Hello Sarah, nice to have you here on MT! ... enjoy


----------



## Drac (Mar 1, 2007)

Greetings Sarah and Welcome to MT....


----------



## bydand (Mar 1, 2007)

Welcome to Martial Talk!


----------



## The Kidd (Mar 1, 2007)

Welcome and have fun! I resemble that remark on tall black belts but I dont think I am sadistic (of course my students might say something different)


----------



## Kacey (Mar 1, 2007)

Welcome, and happy posting!  :wavey:  Always good to have more TKD'ers on the board - especially women!


----------



## Drac (Mar 1, 2007)

Taekwondo_gal06 said:


> And how do I change the belt icon?
> 
> G'day and hooru.


 
The belt icon is based on the amount of posts..The more posts the higer in rank you go..Black Belt is 500 posts...


----------



## fnorfurfoot (Mar 1, 2007)

Welcome to the site.  Enjoy.


----------



## 1William (Mar 1, 2007)

Can a forum newbie welcome another forum newbie??? Oh heck, I'll do it any way....

WELCOME! 





William


----------



## Drac (Mar 1, 2007)

1William said:


> Can a forum newbie welcome another forum newbie??? Oh heck, I'll do it any way....
> 
> WELCOME! William


 
Aint no law against it 1William, we are a friendly site...By the way Welcome to you..


----------



## Toby (Mar 1, 2007)

Hey Sarah,

Nice to see some more Aussies on this forum. Welcome.

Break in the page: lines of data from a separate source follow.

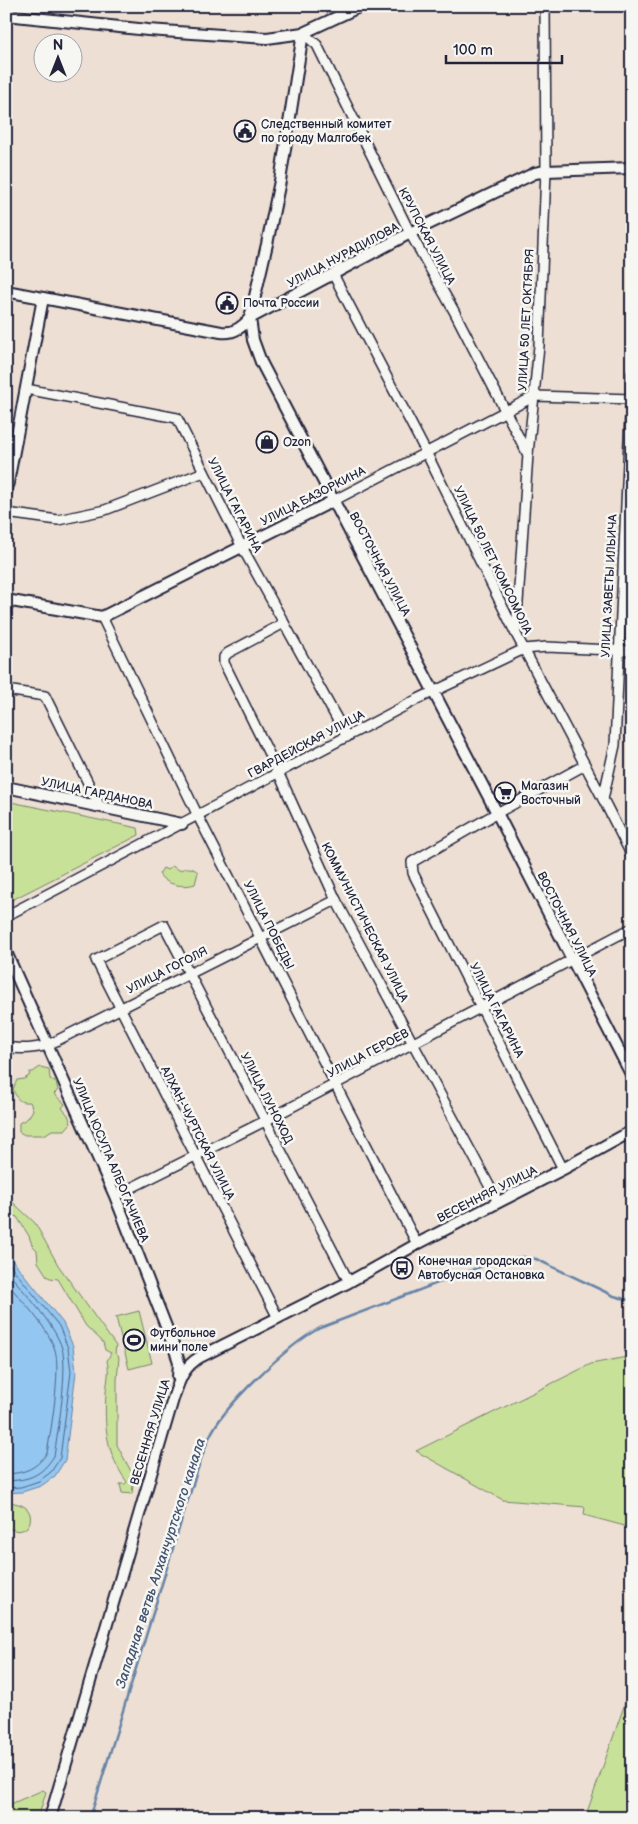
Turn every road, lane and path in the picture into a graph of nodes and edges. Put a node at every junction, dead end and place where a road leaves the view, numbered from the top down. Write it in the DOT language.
graph roads {
  1 [pos="361,6"];
  2 [pos="545,6"];
  3 [pos="339,11"];
  4 [pos="6,15"];
  5 [pos="303,33"];
  6 [pos="632,168"];
  7 [pos="546,170"];
  8 [pos="410,233"];
  9 [pos="333,274"];
  10 [pos="6,291"];
  11 [pos="43,298"];
  12 [pos="250,318"];
  13 [pos="233,331"];
  14 [pos="253,340"];
  15 [pos="632,374"];
  16 [pos="26,389"];
  17 [pos="534,396"];
  18 [pos="631,399"];
  19 [pos="505,411"];
  20 [pos="426,452"];
  21 [pos="528,454"];
  22 [pos="204,472"];
  23 [pos="6,493"];
  24 [pos="333,501"];
  25 [pos="6,513"];
  26 [pos="242,547"];
  27 [pos="6,600"];
  28 [pos="102,617"];
  29 [pos="284,622"];
  30 [pos="516,634"];
  31 [pos="524,649"];
  32 [pos="619,650"];
  33 [pos="632,651"];
  34 [pos="6,690"];
  35 [pos="433,692"];
  36 [pos="347,736"];
  37 [pos="586,765"];
  38 [pos="278,772"];
  39 [pos="6,787"];
  40 [pos="603,799"];
  41 [pos="100,807"];
  42 [pos="497,813"];
  43 [pos="198,816"];
  44 [pos="182,824"];
  45 [pos="632,856"];
  46 [pos="336,900"];
  47 [pos="6,916"];
  48 [pos="632,928"];
  49 [pos="261,937"];
  50 [pos="6,952"];
  51 [pos="571,959"];
  52 [pos="96,960"];
  53 [pos="190,972"];
  54 [pos="481,1007"];
  55 [pos="120,1008"];
  56 [pos="413,1043"];
  57 [pos="48,1045"];
  58 [pos="6,1047"];
  59 [pos="632,1076"];
  60 [pos="336,1084"];
  61 [pos="265,1121"];
  62 [pos="632,1131"];
  63 [pos="195,1155"];
  64 [pos="562,1169"];
  65 [pos="115,1196"];
  66 [pos="498,1202"];
  67 [pos="417,1244"];
  68 [pos="349,1282"];
  69 [pos="278,1318"];
  70 [pos="178,1383"];
  71 [pos="50,1818"];
  1 -- 3 [label="street"];
  2 -- 7 [label="street, УЛИЦА 50 ЛЕТ ОКТЯБРЯ"];
  3 -- 5 [label="street"];
  4 -- 5 [label="street"];
  5 -- 8 [label="street, КРУПСКАЯ УЛИЦА"];
  5 -- 12 [label="street, ВОСТОЧНАЯ УЛИЦА"];
  6 -- 7 [label="street, УЛИЦА НУРАДИЛОВА"];
  7 -- 8 [label="street, УЛИЦА НУРАДИЛОВА"];
  7 -- 17 [label="street, УЛИЦА 50 ЛЕТ ОКТЯБРЯ"];
  8 -- 9 [label="street, УЛИЦА НУРАДИЛОВА"];
  8 -- 19 [label="street, КРУПСКАЯ УЛИЦА"];
  9 -- 12 [label="street, УЛИЦА НУРАДИЛОВА"];
  9 -- 20 [label="street, УЛИЦА 50 ЛЕТ КОМСОМОЛА"];
  10 -- 11 [label="street"];
  11 -- 13 [label="street"];
  11 -- 16 [label="street"];
  12 -- 13 [label="street, УЛИЦА НУРАДИЛОВА"];
  12 -- 14 [label="street, ВОСТОЧНАЯ УЛИЦА"];
  13 -- 14 [label="street"];
  14 -- 24 [label="street, ВОСТОЧНАЯ УЛИЦА"];
  15 -- 18 [label="street, УЛИЦА ЗАВЕТЫ ИЛЬИЧА"];
  16 -- 22 [label="street, УЛИЦА ГАГАРИНА"];
  16 -- 23 [label="street"];
  17 -- 18 [label="street, УЛИЦА БАЗОРКИНА"];
  17 -- 19 [label="street, УЛИЦА БАЗОРКИНА"];
  17 -- 21 [label="street, УЛИЦА 50 ЛЕТ ОКТЯБРЯ"];
  18 -- 32 [label="street, УЛИЦА ЗАВЕТЫ ИЛЬИЧА"];
  19 -- 20 [label="street, УЛИЦА БАЗОРКИНА"];
  19 -- 21 [label="street, КРУПСКАЯ УЛИЦА"];
  20 -- 24 [label="street, УЛИЦА БАЗОРКИНА"];
  20 -- 30 [label="street, УЛИЦА 50 ЛЕТ КОМСОМОЛА"];
  21 -- 30 [label="street, УЛИЦА 50 ЛЕТ ОКТЯБРЯ"];
  22 -- 25 [label="street"];
  22 -- 26 [label="street, УЛИЦА ГАГАРИНА"];
  24 -- 26 [label="street, УЛИЦА БАЗОРКИНА"];
  24 -- 35 [label="street, ВОСТОЧНАЯ УЛИЦА"];
  26 -- 28 [label="street, УЛИЦА БАЗОРКИНА"];
  26 -- 29 [label="street, УЛИЦА ГАГАРИНА"];
  27 -- 28 [label="street"];
  28 -- 43 [label="street, УЛИЦА ПОБЕДЫ"];
  29 -- 36 [label="street, УЛИЦА ГАГАРИНА"];
  29 -- 38 [label="street, КОММУНИСТИЧЕСКАЯ УЛИЦА"];
  30 -- 31 [label="street, УЛИЦА 50 ЛЕТ КОМСОМОЛА"];
  31 -- 32 [label="street, ГВАРДЕЙСКАЯ УЛИЦА"];
  31 -- 35 [label="street, ГВАРДЕЙСКАЯ УЛИЦА"];
  31 -- 37 [label="street, УЛИЦА 50 ЛЕТ КОМСОМОЛА"];
  32 -- 33 [label="street, ГВАРДЕЙСКАЯ УЛИЦА"];
  32 -- 40 [label="street, УЛИЦА ЗАВЕТЫ ИЛЬИЧА"];
  34 -- 41 [label="street"];
  35 -- 36 [label="street, ГВАРДЕЙСКАЯ УЛИЦА"];
  35 -- 42 [label="street, ВОСТОЧНАЯ УЛИЦА"];
  36 -- 38 [label="street, ГВАРДЕЙСКАЯ УЛИЦА"];
  37 -- 40 [label="street, УЛИЦА 50 ЛЕТ КОМСОМОЛА"];
  37 -- 42 [label="street"];
  38 -- 43 [label="street, ГВАРДЕЙСКАЯ УЛИЦА"];
  38 -- 46 [label="street, КОММУНИСТИЧЕСКАЯ УЛИЦА"];
  39 -- 41 [label="street, УЛИЦА ГАРДАНОВА"];
  40 -- 45 [label="street, УЛИЦА 50 ЛЕТ КОМСОМОЛА"];
  41 -- 44 [label="street, УЛИЦА ГАРДАНОВА"];
  42 -- 51 [label="street, ВОСТОЧНАЯ УЛИЦА"];
  42 -- 54 [label="street, УЛИЦА ГАГАРИНА"];
  43 -- 44 [label="street, ГВАРДЕЙСКАЯ УЛИЦА"];
  43 -- 49 [label="street, УЛИЦА ПОБЕДЫ"];
  44 -- 47 [label="street, ГВАРДЕЙСКАЯ УЛИЦА"];
  46 -- 49 [label="street, УЛИЦА ГОГОЛЯ"];
  46 -- 56 [label="street, КОММУНИСТИЧЕСКАЯ УЛИЦА"];
  48 -- 51 [label="street, УЛИЦА ГЕРОЕВ"];
  49 -- 53 [label="street, УЛИЦА ГОГОЛЯ"];
  49 -- 60 [label="street, УЛИЦА ПОБЕДЫ"];
  50 -- 57 [label="street, УЛИЦА ЮСУПА АЛБОГАЧИЕВА"];
  51 -- 54 [label="street, УЛИЦА ГЕРОЕВ"];
  51 -- 59 [label="street, ВОСТОЧНАЯ УЛИЦА"];
  52 -- 53 [label="street, УЛИЦА ЛУНОХОД"];
  52 -- 55 [label="street, АЛХАН-ЧУРТСКАЯ УЛИЦА"];
  53 -- 55 [label="street, УЛИЦА ГОГОЛЯ"];
  53 -- 61 [label="street, УЛИЦА ЛУНОХОД"];
  54 -- 56 [label="street, УЛИЦА ГЕРОЕВ"];
  54 -- 64 [label="street, УЛИЦА ГАГАРИНА"];
  55 -- 57 [label="street, УЛИЦА ГОГОЛЯ"];
  55 -- 63 [label="street, АЛХАН-ЧУРТСКАЯ УЛИЦА"];
  56 -- 60 [label="street, УЛИЦА ГЕРОЕВ"];
  56 -- 66 [label="street, КОММУНИСТИЧЕСКАЯ УЛИЦА"];
  57 -- 58 [label="street, УЛИЦА ГОГОЛЯ"];
  57 -- 65 [label="street, УЛИЦА ЮСУПА АЛБОГАЧИЕВА"];
  60 -- 61 [label="street, УЛИЦА ГЕРОЕВ"];
  60 -- 67 [label="street, УЛИЦА ПОБЕДЫ"];
  61 -- 63 [label="street, УЛИЦА ГЕРОЕВ"];
  61 -- 68 [label="street, УЛИЦА ЛУНОХОД"];
  62 -- 64 [label="street, ВЕСЕННЯЯ УЛИЦА"];
  63 -- 65 [label="street, УЛИЦА ГЕРОЕВ"];
  63 -- 69 [label="street, АЛХАН-ЧУРТСКАЯ УЛИЦА"];
  64 -- 66 [label="street, ВЕСЕННЯЯ УЛИЦА"];
  65 -- 70 [label="street, УЛИЦА ЮСУПА АЛБОГАЧИЕВА"];
  66 -- 67 [label="street, ВЕСЕННЯЯ УЛИЦА"];
  67 -- 68 [label="street, ВЕСЕННЯЯ УЛИЦА"];
  68 -- 69 [label="street, ВЕСЕННЯЯ УЛИЦА"];
  69 -- 70 [label="street, ВЕСЕННЯЯ УЛИЦА"];
  70 -- 71 [label="street, ВЕСЕННЯЯ УЛИЦА"];
}
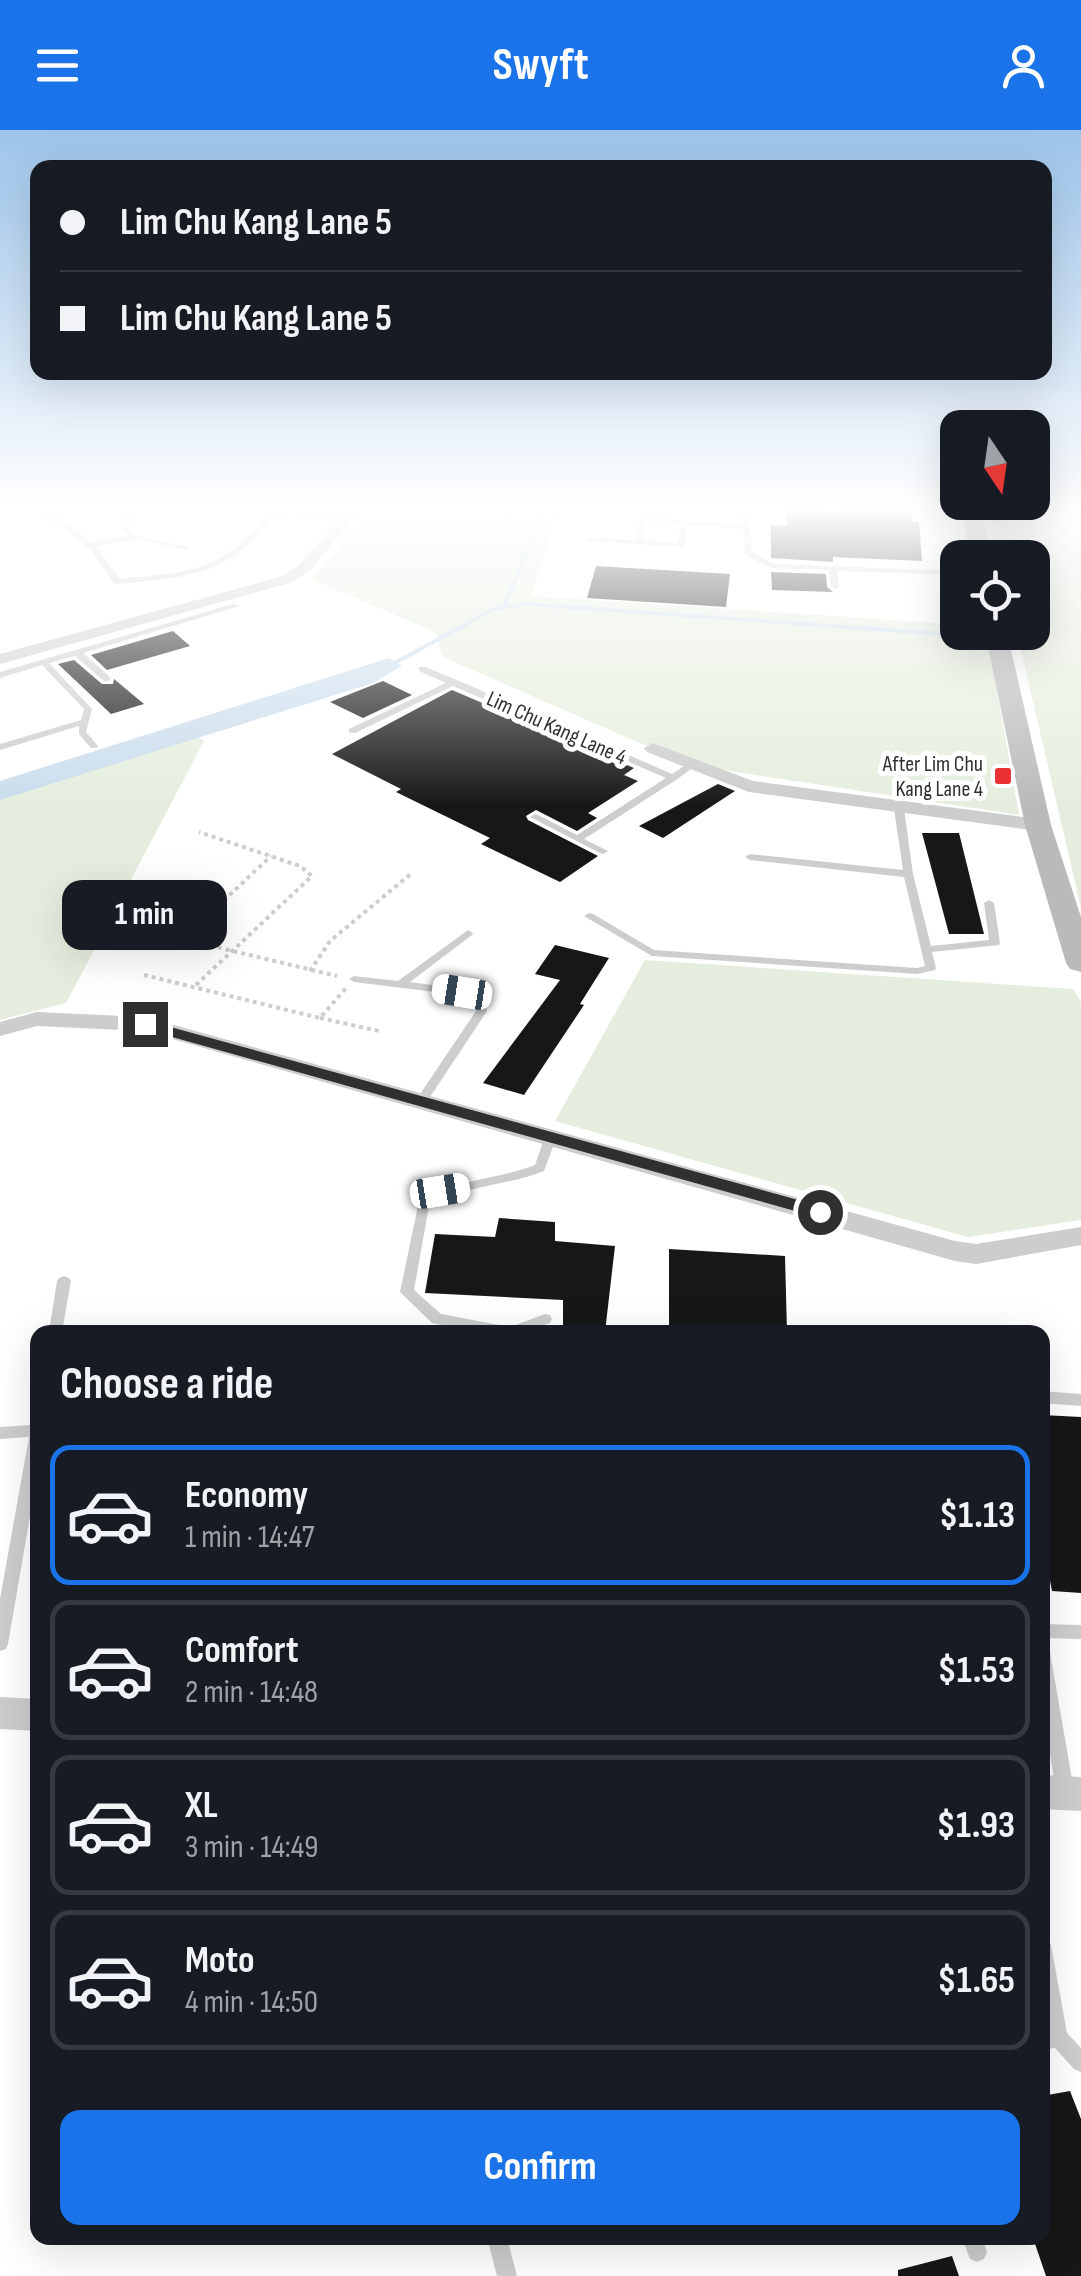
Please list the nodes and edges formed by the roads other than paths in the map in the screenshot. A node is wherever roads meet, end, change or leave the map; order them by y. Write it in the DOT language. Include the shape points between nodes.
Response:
graph roads {
  1 [pos="202,606"];
  2 [pos="236,606"];
  3 [pos="99,639"];
  4 [pos="1000,650"];
  5 [pos="76,652"];
  6 [pos="0,659"];
  7 [pos="43,662"];
  8 [pos="422,668"];
  9 [pos="0,674"];
  10 [pos="107,679"];
  11 [pos="454,682"];
  12 [pos="86,721"];
  13 [pos="352,731"];
  14 [pos="94,746"];
  15 [pos="0,747"];
  16 [pos="653,748"];
  17 [pos="690,766"];
  18 [pos="673,778"];
  19 [pos="898,809"];
  20 [pos="535,817"];
  21 [pos="1038,825"];
  22 [pos="577,839"];
  23 [pos="603,851"];
  24 [pos="750,856"];
  25 [pos="908,874"];
  26 [pos="989,903"];
  27 [pos="589,916"];
  28 [pos="468,933"];
  29 [pos="929,949"];
  30 [pos="1081,963"];
  31 [pos="354,979"];
  32 [pos="402,982"];
  33 [pos="0,1029"];
  34 [pos="422,1100"];
  35 [pos="551,1136"];
  36 [pos="1081,1236"];
  37 [pos="64,1282"];
  38 [pos="545,1319"];
  39 [pos="56,1325"];
  40 [pos="471,1325"];
  41 [pos="529,1325"];
  42 [pos="1050,1398"];
  43 [pos="1081,1400"];
  44 [pos="30,1429"];
  45 [pos="0,1432"];
  46 [pos="30,1469"];
  47 [pos="1050,1630"];
  48 [pos="1081,1632"];
  49 [pos="0,1644"];
  50 [pos="1050,1706"];
  51 [pos="0,1713"];
  52 [pos="30,1715"];
  53 [pos="1063,1793"];
  54 [pos="1050,2040"];
  55 [pos="1081,2062"];
  56 [pos="499,2245"];
  57 [pos="508,2276"];
  1 -- 3 [label="street"];
  2 -- 3 [label="lane"];
  3 -- 5 [label="lane"];
  3 -- 6 [label="street"];
  4 -- 21 [label="main road"];
  5 -- 7 [label="lane"];
  5 -- 10 [label="lane"];
  7 -- 9 [label="lane"];
  7 -- 12 [label="lane" via="88,709"];
  8 -- 11 [label="lane, Lim Chu Kang Lane 4"];
  11 -- 13 [label="lane"];
  11 -- 18 [label="lane, Lim Chu Kang Lane 4"];
  12 -- 14 [label="lane" via="82,732"];
  12 -- 15 [label="lane"];
  16 -- 17 [label="street, Lim Chu Kang Lane 4"];
  17 -- 18 [label="lane"];
  17 -- 19 [label="street, Lim Chu Kang Lane 4" via="749,786"];
  18 -- 22 [label="lane"];
  19 -- 21 [label="street, Lim Chu Kang Lane 4"];
  19 -- 25 [label="lane"];
  20 -- 22 [label="lane"];
  21 -- 30 [label="main road"];
  22 -- 23 [label="lane"];
  24 -- 25 [label="lane"];
  25 -- 29 [label="lane"];
  26 -- 29 [label="lane" via="995,943"];
  27 -- 29 [label="lane" via="652,954 917,971 931,968"];
  28 -- 32 [label="lane"];
  31 -- 32 [label="lane"];
  32 -- 34 [label="lane" via="462,992 478,999 482,1011"];
  33 -- 34 [label="street" via="36,1019 145,1024"];
  34 -- 35 [label="street"];
  35 -- 36 [label="street" via="955,1251 976,1254"];
  35 -- 40 [label="lane" via="540,1168 520,1178 440,1191 424,1204 406,1292 436,1319"];
  37 -- 39 [label="lane"];
  38 -- 41 [label="lane"];
  42 -- 43 [label="lane"];
  44 -- 45 [label="lane"];
  46 -- 49 [label="lane"];
  47 -- 48 [label="lane"];
  50 -- 53 [label="lane"];
  51 -- 52 [label="street"];
  54 -- 55 [label="lane"];
  56 -- 57 [label="lane"];
}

I self-train in Muay Thai (no school around here so better than nothing).

I hope you enjoy your time here.


----------



## Ping898 (Mar 1, 2007)

Welcome to MT!  :wavey:


----------



## Tames D (Mar 1, 2007)

Welcome.


----------



## terryl965 (Mar 1, 2007)

Welcome and happy posting, we can always use more TKD people


----------



## Shaderon (Mar 1, 2007)

Taekwondo_gal06 said:


> My name is Sarah, I'm an Aussie and I'm currently Green belt blue tip in ITF tkd.
> 
> I love martial arts, despite the agonizing muscle pain and the intimidating, sadistic and tall blackbelts.


 

WHOOOHOOO Another ITF Gal!!! Yeehaa I no longer feel so lonely!! :wink:

Welcome to the board Sarah, it's lovely to see you 

I know what you mean about muscle pain and sadistic blackbelts.... don't they always grin when they hit you though?   Especially the blokes....   hmmmm


----------



## bluemtn (Mar 1, 2007)

Welcome and happy posting, Sara!  It sure is good to have another lady TKDer on here.


----------



## Ninjamom (Mar 1, 2007)

Welcome, and Happy Posting on MT!!

Looks like the TKD Ladies are taking over. (Yeah, us!!)


----------



## flashlock (Mar 1, 2007)

Hi from Melbourne!  (Some great TKD schools here... not sure if you're near).  Have fun posting!


----------



## exile (Mar 1, 2007)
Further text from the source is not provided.